Während die NASA ihre Pläne für die Erforschung des Mondes vorantreibt, veröffentlicht das dänische Architekturbüro Bjarke Ingels Group ein Konzept für Mondlebensräume, die mit einem 3D-Drucker auf dem Mond produziert werden könnten.

Bis 2024 will die NASA erneut auf dem Mond landen, und bis 2030 soll eine „langfristige Erforschung des Mondes‟ möglich sein. Doch diese Forscher müssen irgendwo leben.

Der Bau einer Mondbasis ist kein gewöhnliches Bauprojekt. Die Konstruktionen müssen nicht nur in einer unwirtlichen Umgebung mit einem Fünftel der Schwerkraft der Erde und ohne ihre Atmosphäre errichtet werden. Als Baumaterial steht außerdem nur Mondstaub zur Verfügung.

Mondstaub im 3D-Drucker

Die NASA finanziert das Bautechnologie-Startup Icon. Das Unternehmen hat einen 3D-Drucker entwickelt, der in der Lage ist, Häuser im Maßstab 1:1 zu konstruieren.

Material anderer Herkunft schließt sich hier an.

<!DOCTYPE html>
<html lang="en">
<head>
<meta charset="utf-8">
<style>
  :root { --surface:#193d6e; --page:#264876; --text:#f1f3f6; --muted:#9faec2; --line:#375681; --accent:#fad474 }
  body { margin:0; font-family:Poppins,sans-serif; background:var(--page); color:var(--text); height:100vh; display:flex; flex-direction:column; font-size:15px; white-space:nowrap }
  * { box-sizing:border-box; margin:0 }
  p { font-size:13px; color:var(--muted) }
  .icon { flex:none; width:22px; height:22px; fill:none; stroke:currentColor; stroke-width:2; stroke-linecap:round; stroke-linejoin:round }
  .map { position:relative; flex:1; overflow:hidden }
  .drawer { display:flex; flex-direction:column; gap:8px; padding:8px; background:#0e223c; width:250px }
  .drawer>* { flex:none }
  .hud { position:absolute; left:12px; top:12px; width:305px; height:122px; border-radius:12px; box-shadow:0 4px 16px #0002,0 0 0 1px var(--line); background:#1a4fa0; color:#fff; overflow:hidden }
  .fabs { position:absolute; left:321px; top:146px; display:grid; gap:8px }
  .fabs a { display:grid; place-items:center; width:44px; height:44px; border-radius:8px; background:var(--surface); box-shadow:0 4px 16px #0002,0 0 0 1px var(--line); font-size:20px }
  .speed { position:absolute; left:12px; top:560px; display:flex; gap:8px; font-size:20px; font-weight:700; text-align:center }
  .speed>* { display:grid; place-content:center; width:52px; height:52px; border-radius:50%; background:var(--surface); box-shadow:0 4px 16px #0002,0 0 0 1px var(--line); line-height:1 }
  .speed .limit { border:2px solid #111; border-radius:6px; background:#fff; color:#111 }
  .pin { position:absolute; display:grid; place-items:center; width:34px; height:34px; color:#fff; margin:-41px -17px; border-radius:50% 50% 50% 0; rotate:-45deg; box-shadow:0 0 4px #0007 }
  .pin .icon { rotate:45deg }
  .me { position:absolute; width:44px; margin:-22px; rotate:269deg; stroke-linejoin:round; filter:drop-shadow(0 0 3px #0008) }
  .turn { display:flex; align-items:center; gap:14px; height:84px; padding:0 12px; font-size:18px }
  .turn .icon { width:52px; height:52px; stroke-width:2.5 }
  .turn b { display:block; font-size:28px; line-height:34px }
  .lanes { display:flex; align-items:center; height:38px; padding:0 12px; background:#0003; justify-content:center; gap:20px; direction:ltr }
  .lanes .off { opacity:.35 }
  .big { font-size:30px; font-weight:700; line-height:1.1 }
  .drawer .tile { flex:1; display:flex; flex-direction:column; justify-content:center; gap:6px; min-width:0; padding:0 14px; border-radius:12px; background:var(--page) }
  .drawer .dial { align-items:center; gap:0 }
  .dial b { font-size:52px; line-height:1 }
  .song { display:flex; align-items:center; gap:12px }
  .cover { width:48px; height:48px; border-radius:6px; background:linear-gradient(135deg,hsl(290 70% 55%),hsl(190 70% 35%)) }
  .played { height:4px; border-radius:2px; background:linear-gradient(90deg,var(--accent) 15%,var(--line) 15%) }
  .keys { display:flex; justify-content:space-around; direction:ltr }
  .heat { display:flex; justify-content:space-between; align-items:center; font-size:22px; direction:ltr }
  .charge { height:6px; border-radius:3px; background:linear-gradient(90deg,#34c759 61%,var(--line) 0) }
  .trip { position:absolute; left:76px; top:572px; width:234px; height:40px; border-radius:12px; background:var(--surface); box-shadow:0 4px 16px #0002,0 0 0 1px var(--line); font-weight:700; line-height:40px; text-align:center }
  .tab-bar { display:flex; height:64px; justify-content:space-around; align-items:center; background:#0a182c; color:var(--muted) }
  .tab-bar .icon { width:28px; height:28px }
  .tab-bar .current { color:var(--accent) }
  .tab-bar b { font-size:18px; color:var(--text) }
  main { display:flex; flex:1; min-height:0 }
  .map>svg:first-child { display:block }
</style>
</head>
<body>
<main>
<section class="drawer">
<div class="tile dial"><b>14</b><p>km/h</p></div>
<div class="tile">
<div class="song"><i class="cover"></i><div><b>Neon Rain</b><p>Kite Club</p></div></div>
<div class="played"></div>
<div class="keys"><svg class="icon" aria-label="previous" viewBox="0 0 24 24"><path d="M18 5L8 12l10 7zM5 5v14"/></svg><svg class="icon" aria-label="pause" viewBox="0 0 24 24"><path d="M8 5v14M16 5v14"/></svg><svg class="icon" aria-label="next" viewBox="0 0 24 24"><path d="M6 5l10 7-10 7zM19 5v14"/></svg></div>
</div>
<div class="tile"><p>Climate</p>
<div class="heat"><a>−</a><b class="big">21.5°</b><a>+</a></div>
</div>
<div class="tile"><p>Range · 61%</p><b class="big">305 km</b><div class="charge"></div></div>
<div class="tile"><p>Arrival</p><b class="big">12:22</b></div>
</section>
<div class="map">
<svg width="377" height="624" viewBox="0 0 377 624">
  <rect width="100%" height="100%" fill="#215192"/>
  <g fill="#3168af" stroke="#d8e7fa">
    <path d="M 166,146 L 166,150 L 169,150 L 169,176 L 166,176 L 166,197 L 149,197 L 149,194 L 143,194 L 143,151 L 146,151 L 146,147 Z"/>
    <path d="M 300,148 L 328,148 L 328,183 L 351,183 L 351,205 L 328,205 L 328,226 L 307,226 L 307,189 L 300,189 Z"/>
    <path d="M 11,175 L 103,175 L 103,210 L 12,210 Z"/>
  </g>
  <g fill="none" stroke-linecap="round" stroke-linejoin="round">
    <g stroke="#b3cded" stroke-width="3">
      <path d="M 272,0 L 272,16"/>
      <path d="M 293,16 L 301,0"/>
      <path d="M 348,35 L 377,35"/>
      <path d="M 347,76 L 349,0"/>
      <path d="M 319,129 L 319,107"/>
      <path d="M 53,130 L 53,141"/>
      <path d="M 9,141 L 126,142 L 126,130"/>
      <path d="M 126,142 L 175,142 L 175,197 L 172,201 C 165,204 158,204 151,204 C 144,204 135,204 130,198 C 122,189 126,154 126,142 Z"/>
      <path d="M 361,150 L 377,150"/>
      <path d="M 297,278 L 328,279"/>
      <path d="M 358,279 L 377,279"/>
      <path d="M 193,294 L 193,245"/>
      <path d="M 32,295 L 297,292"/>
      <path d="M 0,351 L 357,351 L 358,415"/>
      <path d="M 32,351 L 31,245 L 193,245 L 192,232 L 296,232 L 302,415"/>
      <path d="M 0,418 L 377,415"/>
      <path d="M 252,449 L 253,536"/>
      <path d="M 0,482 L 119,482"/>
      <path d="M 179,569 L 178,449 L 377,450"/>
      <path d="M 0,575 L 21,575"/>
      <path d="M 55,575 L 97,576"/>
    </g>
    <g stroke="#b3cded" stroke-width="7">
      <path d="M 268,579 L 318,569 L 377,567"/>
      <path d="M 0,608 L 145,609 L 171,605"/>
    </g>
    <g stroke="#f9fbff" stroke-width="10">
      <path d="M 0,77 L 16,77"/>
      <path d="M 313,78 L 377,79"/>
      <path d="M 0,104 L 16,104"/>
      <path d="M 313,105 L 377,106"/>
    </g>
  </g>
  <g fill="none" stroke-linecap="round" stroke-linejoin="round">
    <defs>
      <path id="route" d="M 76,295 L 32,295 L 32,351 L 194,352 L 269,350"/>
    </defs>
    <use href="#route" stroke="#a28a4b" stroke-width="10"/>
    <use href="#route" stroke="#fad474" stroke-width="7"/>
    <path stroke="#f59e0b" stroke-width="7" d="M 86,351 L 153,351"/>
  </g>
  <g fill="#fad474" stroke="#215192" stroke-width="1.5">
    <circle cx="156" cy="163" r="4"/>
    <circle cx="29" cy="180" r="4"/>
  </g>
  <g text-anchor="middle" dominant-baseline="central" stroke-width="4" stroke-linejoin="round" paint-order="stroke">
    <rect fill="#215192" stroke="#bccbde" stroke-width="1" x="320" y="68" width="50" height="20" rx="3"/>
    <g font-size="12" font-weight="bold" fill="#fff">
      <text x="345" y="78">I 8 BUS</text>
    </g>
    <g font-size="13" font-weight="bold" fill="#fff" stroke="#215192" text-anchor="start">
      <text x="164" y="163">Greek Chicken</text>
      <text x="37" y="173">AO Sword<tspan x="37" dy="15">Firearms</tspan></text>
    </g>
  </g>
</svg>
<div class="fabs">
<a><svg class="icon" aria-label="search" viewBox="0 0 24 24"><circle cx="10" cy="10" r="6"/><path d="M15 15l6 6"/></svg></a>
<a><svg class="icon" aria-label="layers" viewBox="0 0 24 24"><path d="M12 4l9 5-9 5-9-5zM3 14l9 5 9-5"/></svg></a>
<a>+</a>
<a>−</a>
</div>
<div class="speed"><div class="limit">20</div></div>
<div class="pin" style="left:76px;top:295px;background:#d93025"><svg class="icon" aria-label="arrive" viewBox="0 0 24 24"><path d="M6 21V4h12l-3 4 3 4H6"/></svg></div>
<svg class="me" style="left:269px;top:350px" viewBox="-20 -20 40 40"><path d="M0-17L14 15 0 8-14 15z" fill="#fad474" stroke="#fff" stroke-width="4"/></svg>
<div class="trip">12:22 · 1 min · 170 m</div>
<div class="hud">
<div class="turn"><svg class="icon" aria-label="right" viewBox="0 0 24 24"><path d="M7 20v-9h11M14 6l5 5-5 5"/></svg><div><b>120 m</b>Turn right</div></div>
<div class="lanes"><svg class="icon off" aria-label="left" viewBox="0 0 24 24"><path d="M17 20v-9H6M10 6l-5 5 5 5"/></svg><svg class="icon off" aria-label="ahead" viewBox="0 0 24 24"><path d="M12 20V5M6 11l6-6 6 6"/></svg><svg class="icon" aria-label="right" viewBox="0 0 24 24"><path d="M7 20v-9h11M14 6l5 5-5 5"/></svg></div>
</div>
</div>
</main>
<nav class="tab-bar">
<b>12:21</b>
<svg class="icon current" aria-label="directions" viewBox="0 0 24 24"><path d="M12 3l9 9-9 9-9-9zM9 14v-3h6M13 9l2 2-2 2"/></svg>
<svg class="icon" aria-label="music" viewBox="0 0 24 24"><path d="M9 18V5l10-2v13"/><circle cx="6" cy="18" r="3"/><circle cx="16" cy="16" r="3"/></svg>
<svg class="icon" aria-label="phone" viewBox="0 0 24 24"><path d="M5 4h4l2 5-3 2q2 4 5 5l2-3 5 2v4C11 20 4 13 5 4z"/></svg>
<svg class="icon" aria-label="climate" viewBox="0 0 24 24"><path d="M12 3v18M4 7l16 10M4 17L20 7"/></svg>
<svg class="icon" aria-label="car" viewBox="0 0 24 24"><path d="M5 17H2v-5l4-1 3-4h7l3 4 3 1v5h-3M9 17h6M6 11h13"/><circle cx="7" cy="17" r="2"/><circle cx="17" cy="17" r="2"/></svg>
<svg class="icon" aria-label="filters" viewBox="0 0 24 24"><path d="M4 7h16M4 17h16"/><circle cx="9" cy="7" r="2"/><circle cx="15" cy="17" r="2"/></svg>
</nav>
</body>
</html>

Um herauszufinden, was genau dieser 3D-Drucker auf dem Mond bauen kann und soll, hat Icon eine Partnerschaft mit SEArch+, einem Architekturbüro, das mit der NASA an humanzentrierten Designs für die Weltraumforschung gearbeitet hat, und der Bjarke Ingels Group (BIG), einem der weltweit bekanntesten Architekturbüros, angekündigt.

Igloos in Donut-Form

Illustration der Igloos, die mithilfe eines 3D-Druckers auf dem Mond entstehen sollen
Illustration: Icon/BIG

Das Design von BIG für das Projekt Olympus sieht Donut-ähnliche Igloos vor, mit einer waffelförmigen Hülle, die sowohl Struktur als auch Schutz bietet, und das besser, als es metallische oder aufblasbare Gebäude könnten.

Sie wurden speziell dafür geworfen, um mit der 3D-Drucker-Technologie von Icon gedruckt werden zu können. Dieser soll auf dem Mond völlig autonom arbeiten können, auf der Grundlage von Anweisungen, die er von einer anderen Basis oder von der Erde aus erhält.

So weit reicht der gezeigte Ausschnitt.